▶ Problem description
Your answer must be a single number: the count of lines in the entries below that hold "Sigma".

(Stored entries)

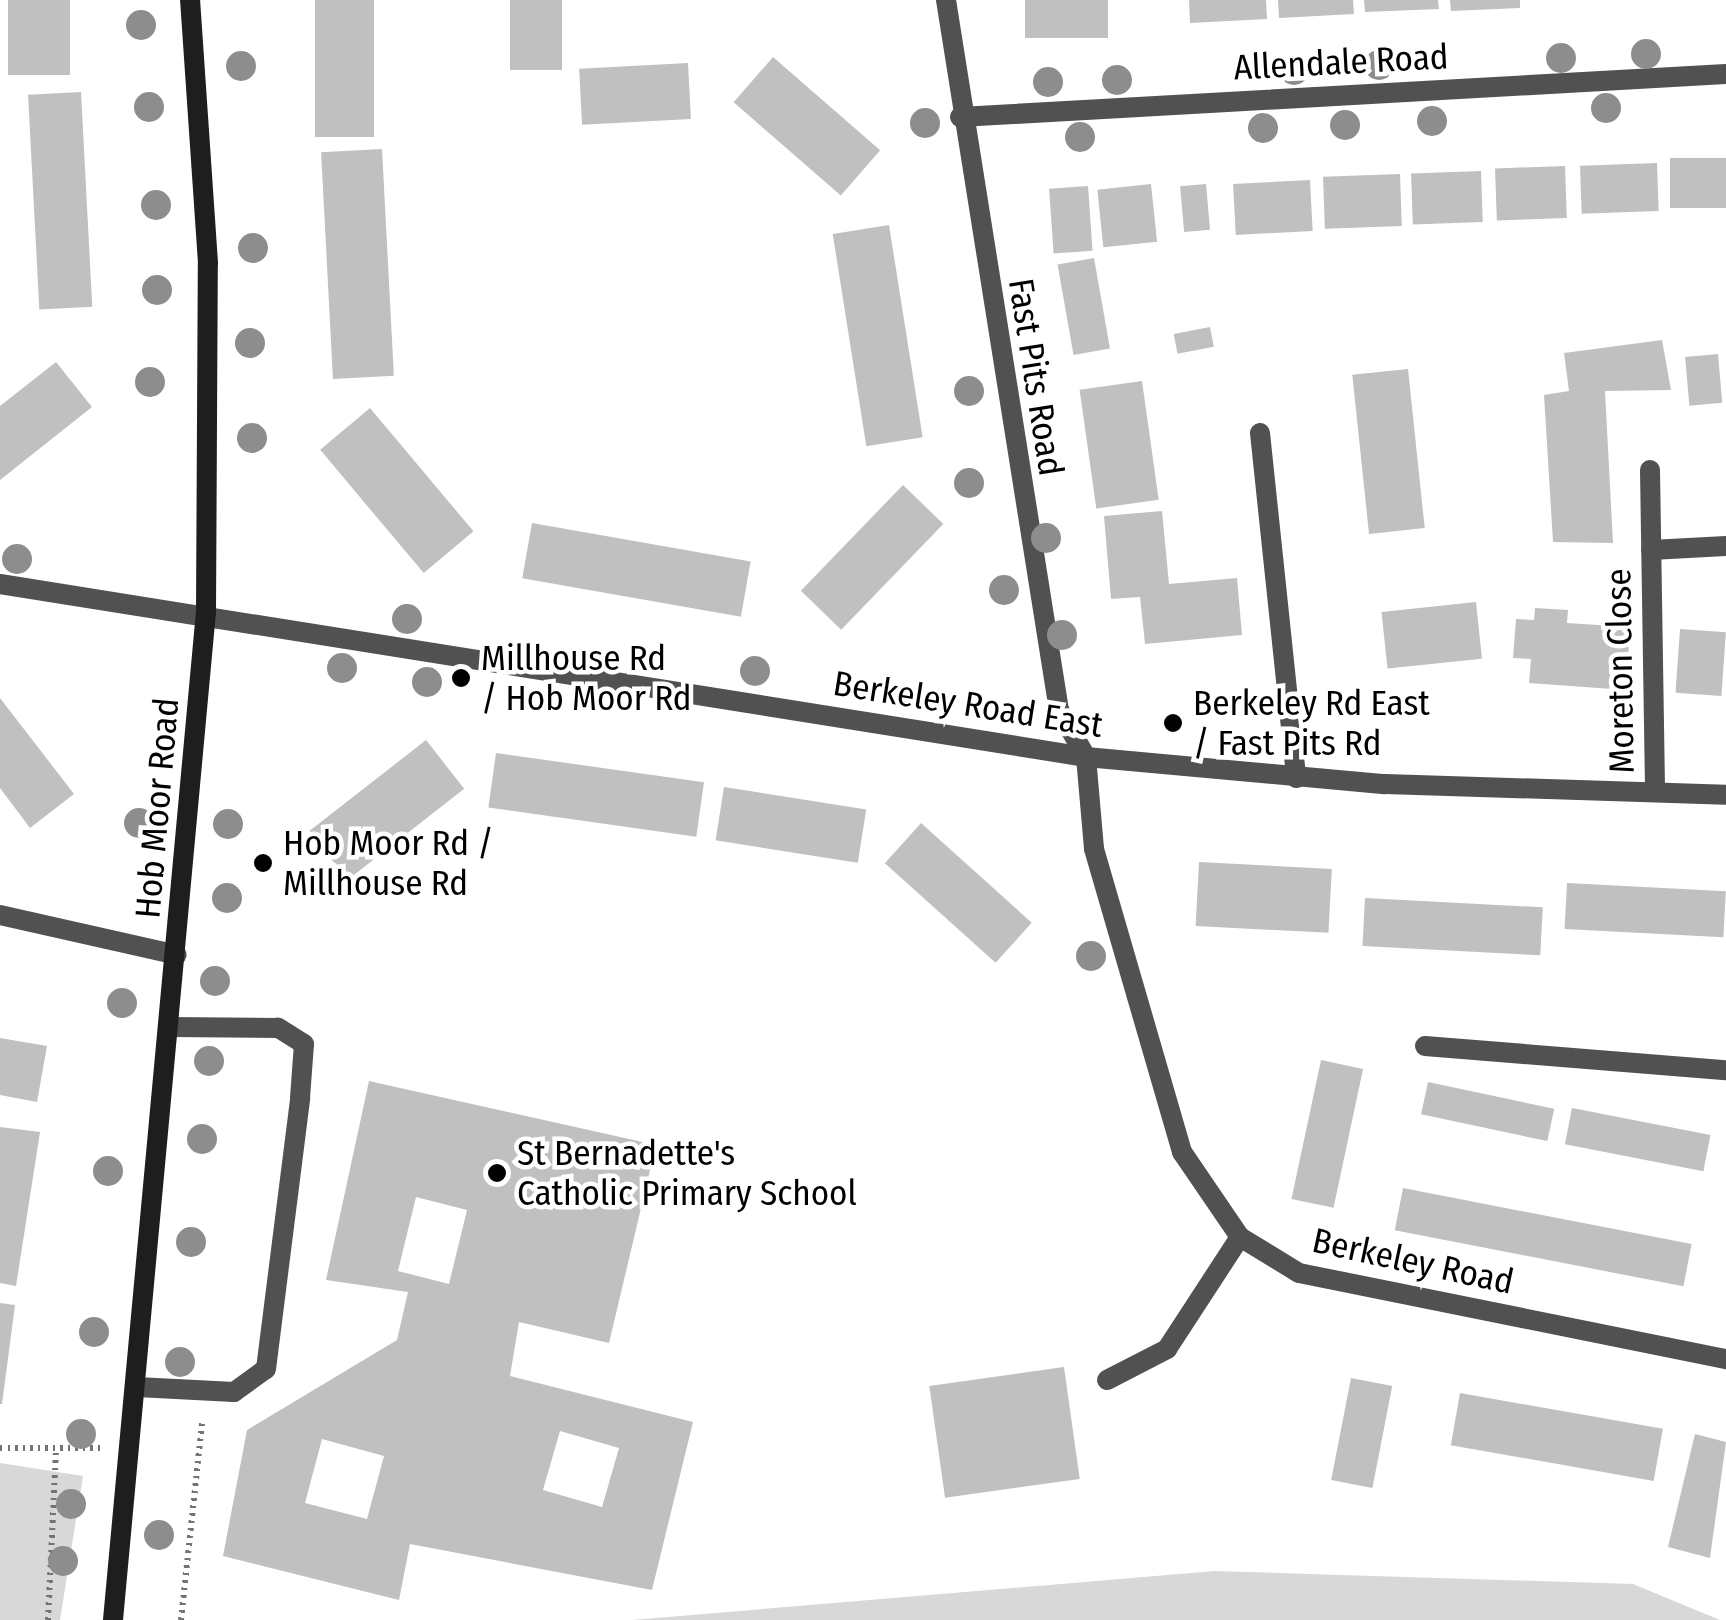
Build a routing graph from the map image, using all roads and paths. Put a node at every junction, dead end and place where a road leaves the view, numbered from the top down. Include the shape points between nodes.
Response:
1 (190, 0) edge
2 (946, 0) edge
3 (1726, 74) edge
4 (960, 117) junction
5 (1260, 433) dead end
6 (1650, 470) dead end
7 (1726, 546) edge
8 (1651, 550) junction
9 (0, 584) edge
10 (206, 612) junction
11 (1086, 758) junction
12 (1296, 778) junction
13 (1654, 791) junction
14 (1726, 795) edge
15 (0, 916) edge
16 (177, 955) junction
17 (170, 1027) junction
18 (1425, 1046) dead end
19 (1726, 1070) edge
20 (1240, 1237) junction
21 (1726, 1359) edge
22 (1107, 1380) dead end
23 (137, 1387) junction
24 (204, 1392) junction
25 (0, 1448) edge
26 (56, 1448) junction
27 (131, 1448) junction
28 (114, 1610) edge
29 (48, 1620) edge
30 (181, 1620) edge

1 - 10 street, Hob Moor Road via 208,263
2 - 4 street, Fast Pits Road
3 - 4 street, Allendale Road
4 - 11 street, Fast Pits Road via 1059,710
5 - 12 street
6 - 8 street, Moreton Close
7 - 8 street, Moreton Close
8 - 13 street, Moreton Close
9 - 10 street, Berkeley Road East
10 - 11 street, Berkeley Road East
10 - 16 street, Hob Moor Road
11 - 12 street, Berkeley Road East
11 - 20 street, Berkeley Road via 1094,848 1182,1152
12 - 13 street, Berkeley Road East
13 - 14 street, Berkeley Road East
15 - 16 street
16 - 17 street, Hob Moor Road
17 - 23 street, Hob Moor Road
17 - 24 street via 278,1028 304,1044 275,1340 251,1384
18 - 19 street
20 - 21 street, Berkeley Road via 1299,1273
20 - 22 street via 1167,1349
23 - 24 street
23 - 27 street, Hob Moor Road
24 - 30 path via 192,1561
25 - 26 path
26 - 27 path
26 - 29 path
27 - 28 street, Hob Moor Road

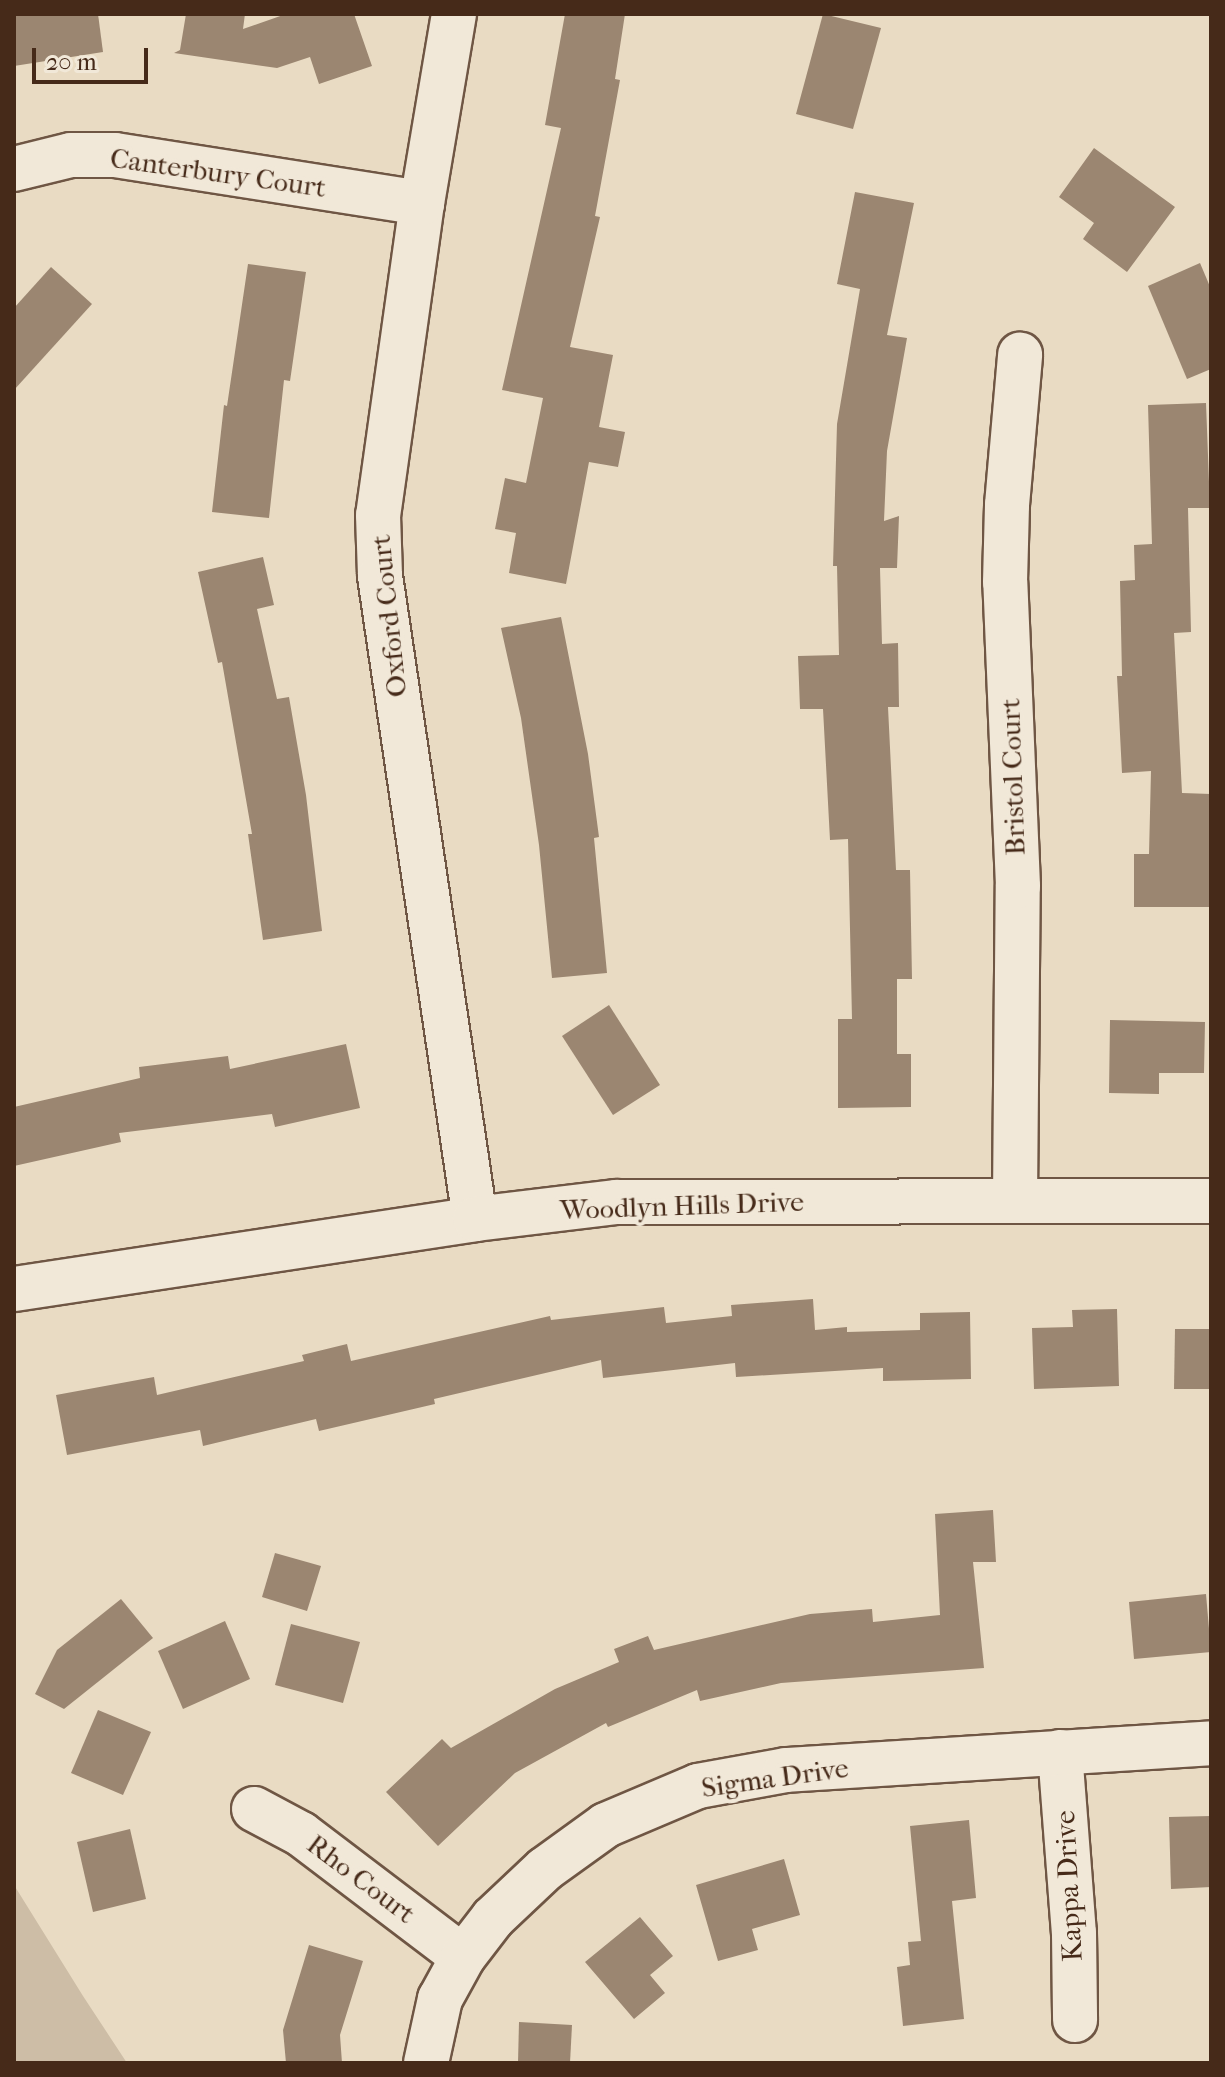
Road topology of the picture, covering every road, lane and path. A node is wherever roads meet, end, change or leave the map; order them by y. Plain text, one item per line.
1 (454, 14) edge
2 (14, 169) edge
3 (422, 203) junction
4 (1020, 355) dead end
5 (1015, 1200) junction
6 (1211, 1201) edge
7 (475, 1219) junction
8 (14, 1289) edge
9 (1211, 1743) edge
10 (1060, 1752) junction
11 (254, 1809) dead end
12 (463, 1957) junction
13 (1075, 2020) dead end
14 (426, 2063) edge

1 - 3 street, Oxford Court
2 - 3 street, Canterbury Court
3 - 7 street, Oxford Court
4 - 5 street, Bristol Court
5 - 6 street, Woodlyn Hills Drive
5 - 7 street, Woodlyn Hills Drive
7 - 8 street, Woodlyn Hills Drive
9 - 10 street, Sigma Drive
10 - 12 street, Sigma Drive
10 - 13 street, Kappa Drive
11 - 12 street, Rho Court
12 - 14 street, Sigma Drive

▶ Task response
3